**What this task involves**.
Go through the data and copy every line exactly, but not the images.

━━━ Dataset entries

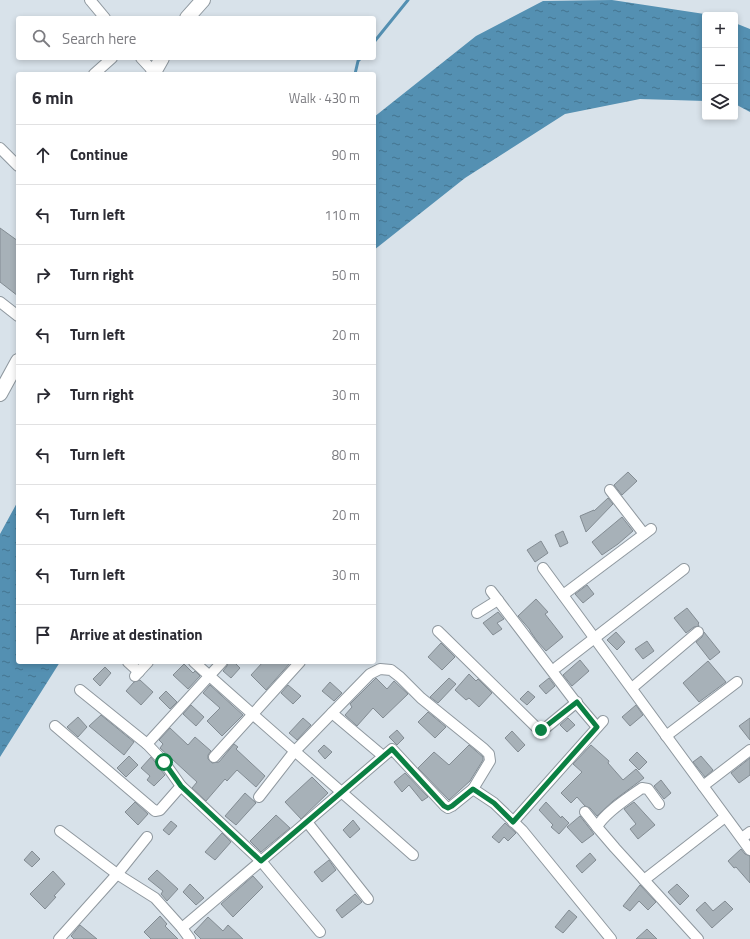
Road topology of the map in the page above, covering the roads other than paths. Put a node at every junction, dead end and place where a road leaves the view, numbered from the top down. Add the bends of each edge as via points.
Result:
1 (90, 0) edge
2 (203, 0) edge
3 (103, 16) edge
4 (189, 16) edge
5 (110, 60) edge
6 (143, 60) edge
7 (161, 60) edge
8 (96, 72) edge
9 (153, 72) edge
10 (155, 72) edge
11 (0, 148) edge
12 (16, 164) edge
13 (0, 302) edge
14 (16, 314) edge
15 (16, 365) edge
16 (0, 394) edge
17 (610, 490) dead end
18 (543, 568) dead end
19 (684, 569) dead end
20 (563, 595) junction
21 (477, 613) dead end
22 (438, 631) dead end
23 (698, 632) dead end
24 (595, 638) junction
25 (130, 664) edge
26 (146, 664) edge
27 (196, 664) edge
28 (220, 664) edge
29 (298, 664) edge
30 (557, 667) dead end
31 (208, 675) junction
32 (737, 682) dead end
33 (632, 688) junction
34 (80, 690) dead end
35 (577, 702) junction
36 (253, 713) junction
37 (332, 713) junction
38 (55, 726) dead end
39 (666, 736) junction
40 (147, 744) junction
41 (750, 750) edge
42 (294, 752) junction
43 (382, 756) junction
44 (214, 757) dead end
45 (181, 786) junction
46 (703, 786) junction
47 (473, 789) junction
48 (342, 791) junction
49 (259, 797) dead end
50 (659, 804) dead end
51 (585, 812) dead end
52 (725, 817) junction
53 (307, 822) junction
54 (513, 822) junction
55 (597, 826) junction
56 (60, 831) dead end
57 (746, 835) edge
58 (147, 836) dead end
59 (750, 850) edge
60 (413, 855) dead end
61 (261, 861) junction
62 (117, 874) junction
63 (644, 880) junction
64 (368, 899) dead end
65 (182, 928) junction
66 (320, 932) dead end
67 (59, 939) edge
68 (190, 939) edge
69 (611, 939) edge
70 (698, 939) edge

1 - 3 street
2 - 4 street
5 - 8 street
6 - 9 street
7 - 10 street
11 - 12 street
13 - 14 street
15 - 16 street
17 - 20 street via 647,532
18 - 20 street
19 - 24 street
20 - 24 street
21 - 35 street via 494,596
22 - 35 street via 538,729 543,730
23 - 33 street
24 - 30 street
24 - 33 street
25 - 26 street via 137,674
27 - 31 street
28 - 31 street
29 - 36 street
31 - 36 street
31 - 40 street
32 - 39 street
33 - 39 street
34 - 40 street
35 - 54 street via 600,724
36 - 42 street
36 - 44 street
37 - 42 street
37 - 43 street
37 - 47 street via 370,674 380,669 391,670 489,754 490,761
38 - 45 street via 155,811 160,810
39 - 46 street
40 - 45 street
41 - 46 street
42 - 48 street
42 - 49 street
43 - 47 street via 392,749 448,808
43 - 48 street
45 - 61 street
46 - 52 street
47 - 54 street via 494,803
48 - 53 street
48 - 60 street
50 - 55 street via 648,790 642,788 611,811
51 - 55 street
52 - 57 street
52 - 63 street
53 - 61 street
53 - 64 street
54 - 69 street
55 - 63 street
56 - 62 street
57 - 59 street
58 - 62 street
61 - 65 street
61 - 66 street
62 - 65 street via 155,898
62 - 67 street
63 - 70 street
65 - 68 street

━━━━━━

**Solution for this task**.
Road topology of the map in the page above, covering the roads other than paths. Put a node at every junction, dead end and place where a road leaves the view, numbered from the top down. Add the bends of each edge as via points.
Result:
1 (90, 0) edge
2 (203, 0) edge
3 (103, 16) edge
4 (189, 16) edge
5 (110, 60) edge
6 (143, 60) edge
7 (161, 60) edge
8 (96, 72) edge
9 (153, 72) edge
10 (155, 72) edge
11 (0, 148) edge
12 (16, 164) edge
13 (0, 302) edge
14 (16, 314) edge
15 (16, 365) edge
16 (0, 394) edge
17 (610, 490) dead end
18 (543, 568) dead end
19 (684, 569) dead end
20 (563, 595) junction
21 (477, 613) dead end
22 (438, 631) dead end
23 (698, 632) dead end
24 (595, 638) junction
25 (130, 664) edge
26 (146, 664) edge
27 (196, 664) edge
28 (220, 664) edge
29 (298, 664) edge
30 (557, 667) dead end
31 (208, 675) junction
32 (737, 682) dead end
33 (632, 688) junction
34 (80, 690) dead end
35 (577, 702) junction
36 (253, 713) junction
37 (332, 713) junction
38 (55, 726) dead end
39 (666, 736) junction
40 (147, 744) junction
41 (750, 750) edge
42 (294, 752) junction
43 (382, 756) junction
44 (214, 757) dead end
45 (181, 786) junction
46 (703, 786) junction
47 (473, 789) junction
48 (342, 791) junction
49 (259, 797) dead end
50 (659, 804) dead end
51 (585, 812) dead end
52 (725, 817) junction
53 (307, 822) junction
54 (513, 822) junction
55 (597, 826) junction
56 (60, 831) dead end
57 (746, 835) edge
58 (147, 836) dead end
59 (750, 850) edge
60 (413, 855) dead end
61 (261, 861) junction
62 (117, 874) junction
63 (644, 880) junction
64 (368, 899) dead end
65 (182, 928) junction
66 (320, 932) dead end
67 (59, 939) edge
68 (190, 939) edge
69 (611, 939) edge
70 (698, 939) edge

1 - 3 street
2 - 4 street
5 - 8 street
6 - 9 street
7 - 10 street
11 - 12 street
13 - 14 street
15 - 16 street
17 - 20 street via 647,532
18 - 20 street
19 - 24 street
20 - 24 street
21 - 35 street via 494,596
22 - 35 street via 538,729 543,730
23 - 33 street
24 - 30 street
24 - 33 street
25 - 26 street via 137,674
27 - 31 street
28 - 31 street
29 - 36 street
31 - 36 street
31 - 40 street
32 - 39 street
33 - 39 street
34 - 40 street
35 - 54 street via 600,724
36 - 42 street
36 - 44 street
37 - 42 street
37 - 43 street
37 - 47 street via 370,674 380,669 391,670 489,754 490,761
38 - 45 street via 155,811 160,810
39 - 46 street
40 - 45 street
41 - 46 street
42 - 48 street
42 - 49 street
43 - 47 street via 392,749 448,808
43 - 48 street
45 - 61 street
46 - 52 street
47 - 54 street via 494,803
48 - 53 street
48 - 60 street
50 - 55 street via 648,790 642,788 611,811
51 - 55 street
52 - 57 street
52 - 63 street
53 - 61 street
53 - 64 street
54 - 69 street
55 - 63 street
56 - 62 street
57 - 59 street
58 - 62 street
61 - 65 street
61 - 66 street
62 - 65 street via 155,898
62 - 67 street
63 - 70 street
65 - 68 street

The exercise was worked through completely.